Archive for the ‘mere empirics’ Category
Very few models in statistics have nice, clean closed form solutions. Usually, coefficients in models must be estimated by taking an initial guess and improving the estimate (e.g., the Newton-Raphson method). If your estimates stabilize, then you say “Mission accomplished, the coefficient is X!” Sometimes, your statistical software will say “I stop because the model does not converge – the estimates bounce around.”
Normally, people throw up their hands and say “too bad, this model is inconclusive” and they move on. This is wrong. Why? The convergence/non-convergence of a model estimate is the result of completely arbitrary choices. Simple example:
I am estimating the effect of a new drug on the number of days that people live after treatment. Assume that I have nice data from a clean experiment. I will estimate the # of days using a negative binomial regression since I have count data which may/may not be over-dispersed. Stata says “sorry, likelihood function is not-concave, model won’t converge.” So I actually ask Stata to show me the likelihood function and it bounces around by about 3% – more than the default settings. Furthermore, my coefficient estimates bounce around a little. The effect of treatment is about two months +/- a week, depending in the settings.

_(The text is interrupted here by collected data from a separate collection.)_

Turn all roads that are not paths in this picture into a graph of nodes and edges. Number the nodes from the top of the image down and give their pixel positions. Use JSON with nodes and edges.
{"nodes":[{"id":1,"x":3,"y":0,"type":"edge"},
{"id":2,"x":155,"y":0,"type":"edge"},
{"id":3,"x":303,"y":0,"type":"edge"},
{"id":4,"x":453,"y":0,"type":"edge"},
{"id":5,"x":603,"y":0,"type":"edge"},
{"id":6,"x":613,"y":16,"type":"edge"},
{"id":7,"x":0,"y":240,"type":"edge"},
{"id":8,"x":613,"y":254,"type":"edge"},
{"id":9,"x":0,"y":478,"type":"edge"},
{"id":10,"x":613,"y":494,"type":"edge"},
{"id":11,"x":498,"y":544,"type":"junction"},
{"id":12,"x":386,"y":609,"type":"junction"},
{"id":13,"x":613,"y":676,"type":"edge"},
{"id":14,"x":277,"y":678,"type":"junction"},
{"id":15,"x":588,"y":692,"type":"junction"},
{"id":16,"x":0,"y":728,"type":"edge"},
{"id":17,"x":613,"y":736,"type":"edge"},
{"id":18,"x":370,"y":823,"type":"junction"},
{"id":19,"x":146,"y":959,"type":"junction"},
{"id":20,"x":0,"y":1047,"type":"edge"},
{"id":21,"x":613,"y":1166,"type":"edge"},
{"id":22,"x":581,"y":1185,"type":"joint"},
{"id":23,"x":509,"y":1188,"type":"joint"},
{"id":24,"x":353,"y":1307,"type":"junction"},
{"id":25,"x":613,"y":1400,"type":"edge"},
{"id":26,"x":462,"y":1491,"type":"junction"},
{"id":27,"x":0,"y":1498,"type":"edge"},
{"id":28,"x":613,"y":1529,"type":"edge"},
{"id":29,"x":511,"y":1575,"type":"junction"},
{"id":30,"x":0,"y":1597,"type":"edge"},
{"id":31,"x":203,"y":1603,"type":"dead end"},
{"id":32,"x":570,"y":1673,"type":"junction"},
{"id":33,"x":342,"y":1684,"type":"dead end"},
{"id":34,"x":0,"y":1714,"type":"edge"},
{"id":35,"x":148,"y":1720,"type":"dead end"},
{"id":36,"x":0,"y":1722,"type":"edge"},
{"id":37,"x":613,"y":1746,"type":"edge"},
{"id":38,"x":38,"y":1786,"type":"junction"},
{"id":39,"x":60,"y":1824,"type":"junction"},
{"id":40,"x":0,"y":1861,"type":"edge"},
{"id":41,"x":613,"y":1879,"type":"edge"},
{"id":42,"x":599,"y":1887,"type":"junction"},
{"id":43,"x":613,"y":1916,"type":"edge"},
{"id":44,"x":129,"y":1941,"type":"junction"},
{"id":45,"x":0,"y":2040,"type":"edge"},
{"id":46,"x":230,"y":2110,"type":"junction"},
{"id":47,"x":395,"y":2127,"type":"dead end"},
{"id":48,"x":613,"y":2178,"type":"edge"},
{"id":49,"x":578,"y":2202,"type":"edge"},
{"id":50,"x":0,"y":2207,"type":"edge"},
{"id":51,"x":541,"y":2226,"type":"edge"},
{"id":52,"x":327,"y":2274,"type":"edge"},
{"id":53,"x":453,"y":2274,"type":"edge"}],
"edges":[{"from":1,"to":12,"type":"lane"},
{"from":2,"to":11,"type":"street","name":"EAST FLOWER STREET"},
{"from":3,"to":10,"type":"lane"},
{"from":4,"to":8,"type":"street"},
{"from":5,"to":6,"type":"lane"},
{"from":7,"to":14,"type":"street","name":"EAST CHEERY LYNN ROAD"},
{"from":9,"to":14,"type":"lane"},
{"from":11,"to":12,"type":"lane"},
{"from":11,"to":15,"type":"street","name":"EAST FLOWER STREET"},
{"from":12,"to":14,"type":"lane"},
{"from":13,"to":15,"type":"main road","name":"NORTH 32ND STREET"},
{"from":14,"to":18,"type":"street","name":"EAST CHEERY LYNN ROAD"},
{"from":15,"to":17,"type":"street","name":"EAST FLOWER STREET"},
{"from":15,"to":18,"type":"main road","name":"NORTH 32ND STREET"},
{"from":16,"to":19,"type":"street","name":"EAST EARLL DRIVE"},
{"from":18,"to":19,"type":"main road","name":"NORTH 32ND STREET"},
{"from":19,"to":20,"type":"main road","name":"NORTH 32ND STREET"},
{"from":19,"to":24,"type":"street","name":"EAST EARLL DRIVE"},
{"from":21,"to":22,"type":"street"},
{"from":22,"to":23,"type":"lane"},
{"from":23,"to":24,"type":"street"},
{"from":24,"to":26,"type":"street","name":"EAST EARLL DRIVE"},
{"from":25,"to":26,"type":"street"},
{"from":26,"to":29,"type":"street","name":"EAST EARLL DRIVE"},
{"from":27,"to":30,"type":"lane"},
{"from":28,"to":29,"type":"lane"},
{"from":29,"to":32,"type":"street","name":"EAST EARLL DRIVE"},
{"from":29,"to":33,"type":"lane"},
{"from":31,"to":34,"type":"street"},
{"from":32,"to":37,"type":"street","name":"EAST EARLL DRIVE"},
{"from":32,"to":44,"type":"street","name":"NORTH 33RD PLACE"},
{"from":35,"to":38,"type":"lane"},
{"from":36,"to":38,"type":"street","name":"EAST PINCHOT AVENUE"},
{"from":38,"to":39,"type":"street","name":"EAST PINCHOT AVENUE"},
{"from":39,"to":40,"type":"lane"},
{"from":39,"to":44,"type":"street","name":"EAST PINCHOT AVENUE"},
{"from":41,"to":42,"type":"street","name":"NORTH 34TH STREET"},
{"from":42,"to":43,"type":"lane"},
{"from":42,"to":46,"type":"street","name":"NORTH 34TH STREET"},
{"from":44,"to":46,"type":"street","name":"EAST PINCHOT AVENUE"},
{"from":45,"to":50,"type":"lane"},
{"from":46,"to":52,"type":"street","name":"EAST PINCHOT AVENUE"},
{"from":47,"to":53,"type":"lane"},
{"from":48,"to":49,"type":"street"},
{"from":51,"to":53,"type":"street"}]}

As you can see, the data clearly supports the hypothesis that the treatment works (i.e., extra days alive >0). All “non-convergence” means is that there might be multiple likelihood function maxima and they are all close in terms of practical significance, or that the ML surface is very “wiggly” around the likely maximum point.
Does that mean you can ignore convergence issues in maximum likelihood estimation? No! Another example:
Same example as above – you are trying to measure effectiveness of a drug and I get “non-convergence” from Stata. But in this case, I look at the ML estimates and notice they bounce around a lot. Then, I ask Stata to estimate with different sensitivity settings and discover that the coefficients are often near zero and sometimes that are far from zero.
The evidence here supports the null hypothesis. Same error message, but different substantive conclusions.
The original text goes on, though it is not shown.